A Speech Is About The Writing, Then Delivery

It is possible that someone in the history of civilization has delivered a world-changing speech without any preparation, but any fundraiser looking for such a miracle will probably be hugely disappointed.

During a recent nonprofit conference in Boston, Sherri Saginor, president of Smart Speech, emphasized that a well-delivered speech begins long before the speaking part; that is, with the writing. Further, Saginor stressed the following points for speech writers:

* The importance of audience.

Know the audience. The goal is connect with the audience in some way. Who are they? Why are they there? What do they want? Understand, Connect, Resonate.

* Write for the ear. Speeches are meant to be heard. Hearing is not the same as reading. Use plain, conversational language.

* Avoid common pitfalls. Jargon, statistics, acronyms.

* What’s the point?

* What line does everyone remember? The main point is the main message of any speech, the most memorable part, the anchor, the cornerstone.

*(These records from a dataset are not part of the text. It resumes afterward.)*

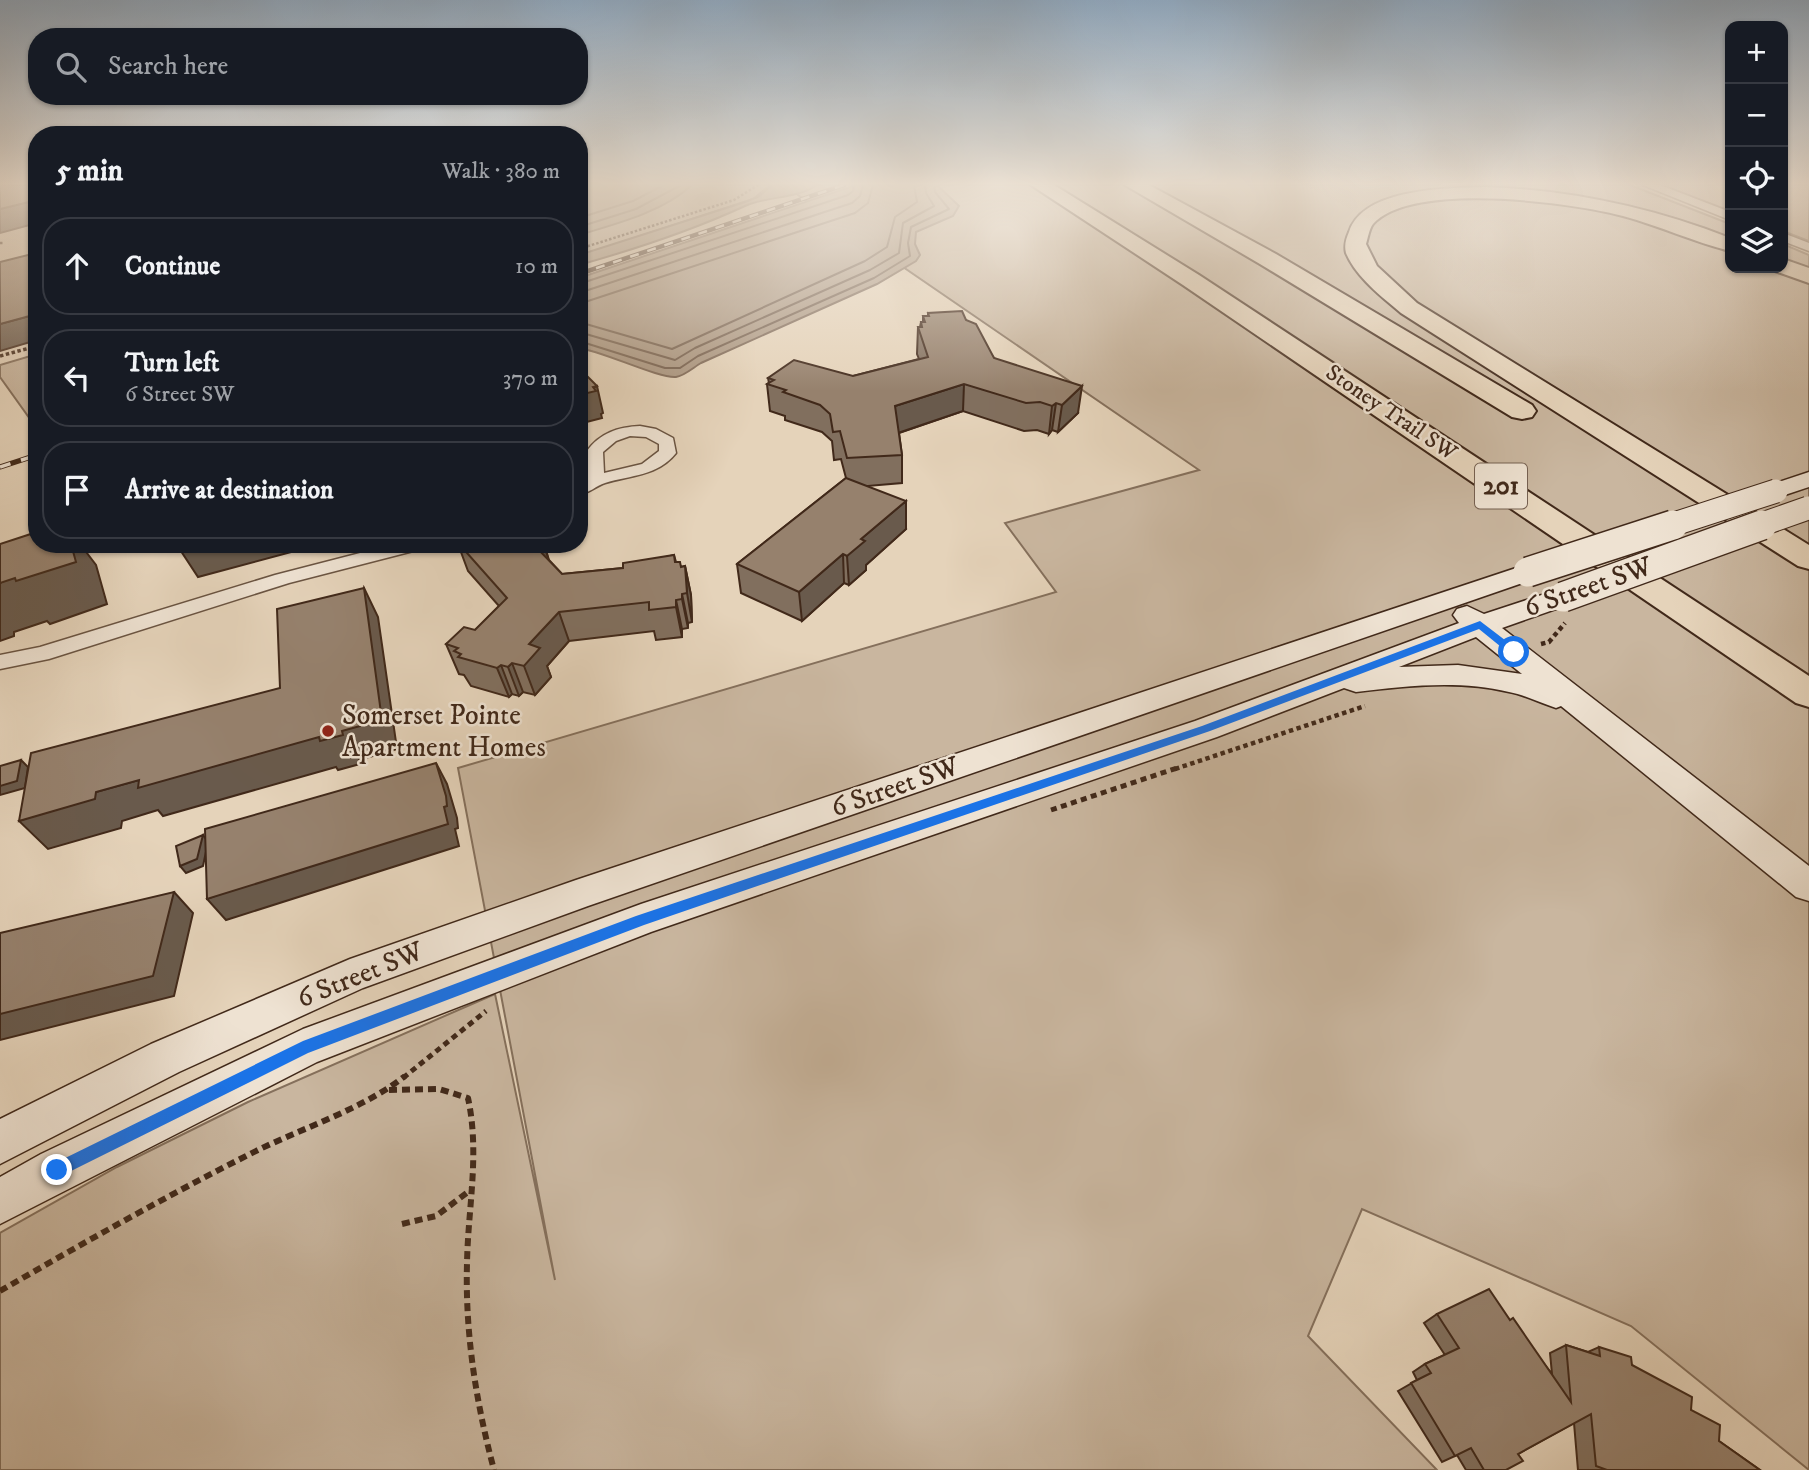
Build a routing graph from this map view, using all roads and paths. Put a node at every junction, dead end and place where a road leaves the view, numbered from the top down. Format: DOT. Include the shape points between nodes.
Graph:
graph roads {
  1 [pos="1148,254"];
  2 [pos="1258,254"];
  3 [pos="1260,254"];
  4 [pos="1359,254"];
  5 [pos="1268,259"];
  6 [pos="1788,268"];
  7 [pos="1809,276"];
  8 [pos="28,348"];
  9 [pos="0,356"];
  10 [pos="1539,421"];
  11 [pos="1586,449"];
  12 [pos="1809,479"];
  13 [pos="596,480"];
  14 [pos="588,485"];
  15 [pos="1809,508"];
  16 [pos="384,553"];
  17 [pos="1809,559"];
  18 [pos="1809,583"];
  19 [pos="1447,599"];
  20 [pos="1566,608"];
  21 [pos="1480,625"];
  22 [pos="1535,646"];
  23 [pos="42,654"];
  24 [pos="0,662"];
  25 [pos="0,678"];
  26 [pos="1296,693"];
  27 [pos="1809,694"];
  28 [pos="1370,705"];
  29 [pos="1655,765"];
  30 [pos="1048,811"];
  31 [pos="1809,886"];
  32 [pos="492,1006"];
  33 [pos="388,1090"];
  34 [pos="0,1142"];
  35 [pos="472,1189"];
  36 [pos="0,1202"];
  37 [pos="402,1224"];
  38 [pos="0,1291"];
  39 [pos="494,1470"];
  1 -- 27 [label="highway, Stoney Trail SW / 201"];
  2 -- 5 [label="highway"];
  3 -- 5 [label="highway"];
  4 -- 17 [label="highway" via="1409,308"];
  5 -- 10 [label="highway"];
  6 -- 7 [label="highway"];
  8 -- 9 [label="path"];
  11 -- 18 [label="highway"];
  12 -- 19 [label="main road, 6 Street SW, bridge"];
  13 -- 14 [label="street"];
  15 -- 20 [label="main road, 6 Street SW, bridge"];
  16 -- 23 [label="street" via="248,589"];
  19 -- 21 [label="main road"];
  19 -- 34 [label="main road, 6 Street SW" via="351,976 165,1058"];
  20 -- 21 [label="main road, 6 Street SW"];
  20 -- 22 [label="path" via="1549,642"];
  21 -- 26 [label="main road, 6 Street SW"];
  21 -- 29 [label="main road"];
  23 -- 24 [label="street"];
  23 -- 25 [label="street"];
  26 -- 29 [label="main road" via="1420,676 1506,680 1556,698"];
  26 -- 36 [label="main road, 6 Street SW" via="1206,729 641,920 303,1048"];
  28 -- 30 [label="path"];
  29 -- 31 [label="main road"];
  32 -- 33 [label="path"];
  33 -- 35 [label="path" via="436,1087 468,1098 477,1142"];
  33 -- 38 [label="path" via="168,1195"];
  35 -- 37 [label="path" via="436,1216"];
  35 -- 39 [label="path" via="467,1259 469,1353 478,1414"];
}
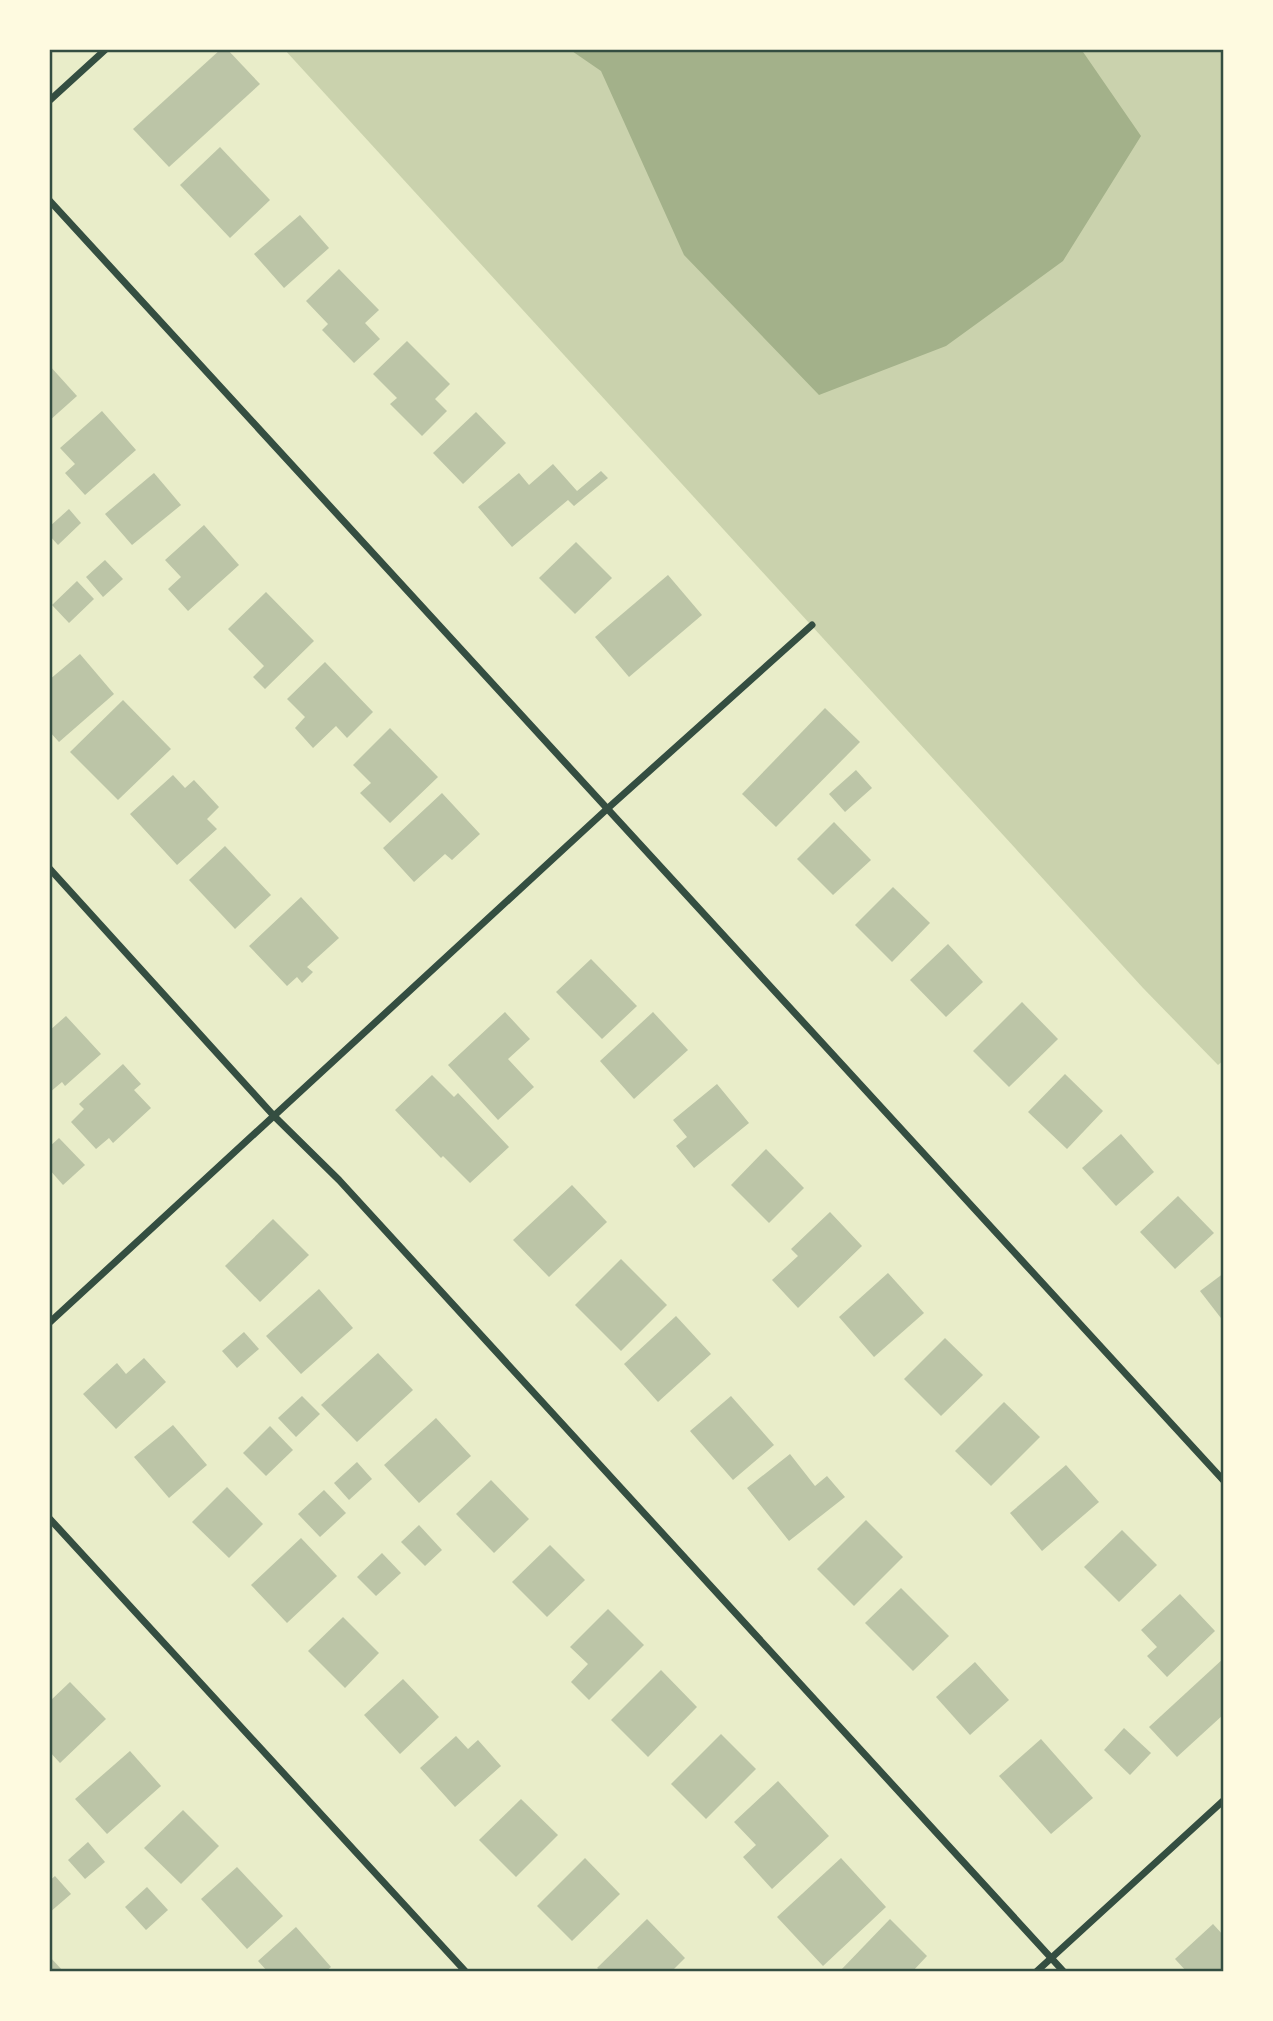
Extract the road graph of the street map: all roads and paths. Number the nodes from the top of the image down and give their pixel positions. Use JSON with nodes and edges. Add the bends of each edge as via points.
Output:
{"nodes":[{"id":1,"x":106,"y":49,"type":"edge"},
{"id":2,"x":49,"y":101,"type":"edge"},
{"id":3,"x":49,"y":200,"type":"edge"},
{"id":4,"x":812,"y":625,"type":"dead end"},
{"id":5,"x":607,"y":809,"type":"junction"},
{"id":6,"x":49,"y":868,"type":"edge"},
{"id":7,"x":274,"y":1115,"type":"junction"},
{"id":8,"x":49,"y":1323,"type":"edge"},
{"id":9,"x":1224,"y":1481,"type":"edge"},
{"id":10,"x":49,"y":1517,"type":"edge"},
{"id":11,"x":1224,"y":1800,"type":"edge"},
{"id":12,"x":1052,"y":1958,"type":"junction"},
{"id":13,"x":466,"y":1972,"type":"edge"},
{"id":14,"x":1036,"y":1972,"type":"edge"},
{"id":15,"x":1064,"y":1972,"type":"edge"}],
"edges":[{"from":1,"to":2,"type":"street"},
{"from":3,"to":5,"type":"street"},
{"from":4,"to":5,"type":"street"},
{"from":5,"to":7,"type":"street"},
{"from":5,"to":9,"type":"street"},
{"from":6,"to":7,"type":"street"},
{"from":7,"to":8,"type":"street"},
{"from":7,"to":12,"type":"street","via":[[339,1180]]},
{"from":10,"to":13,"type":"street"},
{"from":11,"to":12,"type":"street"},
{"from":12,"to":14,"type":"street"},
{"from":12,"to":15,"type":"street"}]}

* Speech structure. Structure the speech around one main point. (The shorter the better.)

One possible structure: 1-3-1.It’s one opening, three subtopics to support the main point and one closing that reiterates the main point. The beginning introduces the main point. The middle is part of or supports the main point. The ending comes on time, is done with conviction and reiterates the main point.

* Transitions. These guide the audience from one section to the next.